As a model in any genre you will have limits and you will have to to learn to set, enforce, and perhaps adjust those modeling limits. Modeling limits can range from what styles you shoot, to what you’ll be wearing (or not wearing), to those regarding personal preferences such as not wearing fur or not shooting religious imagery.
The first step is to think about what you limits might be. You won’t know all of them at once and you may change or add or remove limits as you move along in your modeling. The most common limits revolve around how much or how little you’re willing to wear, what and who you are willing to pose with, and how the photos may be used. When setting your limits keep this in mind: You can always fairly easily do more, but it’s a bit harder to transition to doing less. Make sure you are 100% comfortable with your limits and I strongly recommend sticking a bit under them for your first few shoots, at least. It is easy to get caught up in the pretty pictures, the promises of making money, and so on.
I also believe it is important to discuss your relevant modeling limits before a shoot to avoid any misunderstandings. For some shoots it may simply not be an issue, but if you think you might be close to an edge on a limit or even if you just want to clarify, don’t be shy about it. Just be concise and straightforward. Keep in mind as well that we all have slightly different definitions so photos can be helpful if needed. Most photographers appreciate being told of relevant limits before a shoot rather than having them sprung on them during a shoot.
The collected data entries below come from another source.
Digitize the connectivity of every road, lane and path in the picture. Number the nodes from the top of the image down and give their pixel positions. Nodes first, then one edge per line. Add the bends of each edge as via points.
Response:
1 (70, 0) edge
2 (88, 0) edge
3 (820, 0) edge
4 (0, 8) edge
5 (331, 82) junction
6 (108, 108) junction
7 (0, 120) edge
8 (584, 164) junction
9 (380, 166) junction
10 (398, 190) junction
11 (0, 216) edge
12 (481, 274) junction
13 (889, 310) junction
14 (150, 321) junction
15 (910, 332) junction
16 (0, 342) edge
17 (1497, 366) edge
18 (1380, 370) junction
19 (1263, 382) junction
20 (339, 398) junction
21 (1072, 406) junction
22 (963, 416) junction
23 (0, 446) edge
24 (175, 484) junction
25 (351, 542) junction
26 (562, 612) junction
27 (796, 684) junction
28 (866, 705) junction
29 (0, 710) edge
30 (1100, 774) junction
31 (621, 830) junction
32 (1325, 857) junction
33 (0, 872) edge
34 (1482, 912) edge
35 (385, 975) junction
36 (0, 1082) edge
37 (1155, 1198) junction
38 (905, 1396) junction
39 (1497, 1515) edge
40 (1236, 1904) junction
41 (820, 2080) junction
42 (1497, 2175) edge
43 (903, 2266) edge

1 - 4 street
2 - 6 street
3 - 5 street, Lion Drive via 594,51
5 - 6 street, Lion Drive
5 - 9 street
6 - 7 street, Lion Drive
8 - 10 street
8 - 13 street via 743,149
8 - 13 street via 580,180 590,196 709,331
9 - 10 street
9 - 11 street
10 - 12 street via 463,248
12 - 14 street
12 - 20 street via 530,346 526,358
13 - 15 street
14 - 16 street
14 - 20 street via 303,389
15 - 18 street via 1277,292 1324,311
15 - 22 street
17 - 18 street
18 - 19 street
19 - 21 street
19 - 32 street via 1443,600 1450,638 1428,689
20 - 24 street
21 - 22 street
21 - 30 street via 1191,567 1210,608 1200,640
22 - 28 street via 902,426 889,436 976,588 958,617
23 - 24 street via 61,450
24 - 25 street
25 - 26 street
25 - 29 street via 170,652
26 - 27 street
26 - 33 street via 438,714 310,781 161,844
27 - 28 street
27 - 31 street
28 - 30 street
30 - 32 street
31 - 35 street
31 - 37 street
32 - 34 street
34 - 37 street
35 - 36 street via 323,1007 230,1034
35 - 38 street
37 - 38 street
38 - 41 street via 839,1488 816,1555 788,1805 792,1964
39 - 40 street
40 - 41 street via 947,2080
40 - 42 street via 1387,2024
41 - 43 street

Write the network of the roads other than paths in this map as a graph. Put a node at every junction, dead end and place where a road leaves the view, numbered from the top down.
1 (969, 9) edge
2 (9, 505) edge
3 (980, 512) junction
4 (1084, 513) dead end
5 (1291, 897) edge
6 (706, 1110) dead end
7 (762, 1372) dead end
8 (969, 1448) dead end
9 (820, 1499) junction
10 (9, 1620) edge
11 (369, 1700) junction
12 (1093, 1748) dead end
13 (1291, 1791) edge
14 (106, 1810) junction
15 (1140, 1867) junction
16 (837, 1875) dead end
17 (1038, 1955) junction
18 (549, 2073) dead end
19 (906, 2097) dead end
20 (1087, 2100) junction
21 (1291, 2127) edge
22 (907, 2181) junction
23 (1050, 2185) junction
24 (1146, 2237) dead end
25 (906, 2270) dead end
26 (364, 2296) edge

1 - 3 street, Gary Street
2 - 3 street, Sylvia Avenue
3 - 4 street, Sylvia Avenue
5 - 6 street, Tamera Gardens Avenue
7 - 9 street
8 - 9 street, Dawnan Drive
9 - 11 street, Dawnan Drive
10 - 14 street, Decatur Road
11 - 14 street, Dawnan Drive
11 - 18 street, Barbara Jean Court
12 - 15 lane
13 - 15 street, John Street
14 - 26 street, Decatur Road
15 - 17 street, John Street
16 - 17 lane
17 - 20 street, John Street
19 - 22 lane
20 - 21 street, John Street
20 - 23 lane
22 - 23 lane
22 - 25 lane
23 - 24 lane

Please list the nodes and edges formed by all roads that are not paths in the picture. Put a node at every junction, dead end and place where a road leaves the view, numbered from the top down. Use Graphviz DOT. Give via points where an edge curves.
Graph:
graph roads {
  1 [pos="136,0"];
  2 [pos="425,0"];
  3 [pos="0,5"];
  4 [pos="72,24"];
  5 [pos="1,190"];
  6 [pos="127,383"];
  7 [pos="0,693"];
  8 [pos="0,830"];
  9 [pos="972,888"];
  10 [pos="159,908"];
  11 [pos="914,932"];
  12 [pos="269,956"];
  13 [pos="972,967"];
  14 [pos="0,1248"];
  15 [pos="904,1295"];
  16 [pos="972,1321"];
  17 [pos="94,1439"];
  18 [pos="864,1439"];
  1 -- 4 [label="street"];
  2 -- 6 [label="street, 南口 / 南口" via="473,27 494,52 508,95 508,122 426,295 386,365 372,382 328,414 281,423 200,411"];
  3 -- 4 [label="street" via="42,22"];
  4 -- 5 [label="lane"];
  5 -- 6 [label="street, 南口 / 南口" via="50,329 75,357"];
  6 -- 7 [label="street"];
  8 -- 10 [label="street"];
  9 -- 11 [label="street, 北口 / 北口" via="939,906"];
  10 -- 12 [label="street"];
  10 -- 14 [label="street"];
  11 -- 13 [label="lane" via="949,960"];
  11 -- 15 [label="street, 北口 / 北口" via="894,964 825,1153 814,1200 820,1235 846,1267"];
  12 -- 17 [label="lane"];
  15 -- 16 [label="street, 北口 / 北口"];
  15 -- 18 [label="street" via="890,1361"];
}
On to a slightly less pleasant aspect of limits: sometimes people will try to push you or convince you to change your limits. I am not talking about a kind suggestion about a different genre or a genuine offer to shoot you in another genre. I am talking about someone who doesn’t take “no, thank you” or “I’m not interested” as an answer or someone who tries to convince you to shoot something beyond your limits during a shoot. Be firm and be assertive, but be professional and polite. I also discourage shooting photos that a photographer promises to later crop or edit to your limits. Some photographers are honest and will do this, but if you’re not sure, simply don’t do it. You are responsible for making sure your limits are followed and if you don’t pose for things outside of those limits, it’s very difficult for a photographer to shoot anything outside of your limits with you.
One very important piece of advice I have for you regarding this is: do not change your limits in the middle of the shoot. As I said above, it’s really easy to get lost in the moment or to be up on the fun of shooting or to get talked into shooting something “more” than you usually would. It’s okay to change your limits, but do so after some thought and not on the spur of the moment. I think many of the issues models have with shooting more than they ended up being comfortable with could be solved with this rule of thumb.
Finally, bear in mind that modeling limits can be a very personal thing and you should not feel obligated to justify your limits to anyone. You can explain if you choose to, but you shouldn’t feel pressured and someone pressures you, they’re not right for you to shoot with.
I realize this article is a bit more serious, but this is one topic that I think needs to be handled bluntly as many models seem to abandon the idea of modeling because they weren’t firm in their limits or because they ended up shooting something they weren’t really comfortable with. Just be mindful of how you feel and what you are comfortable with and you’ll be fine.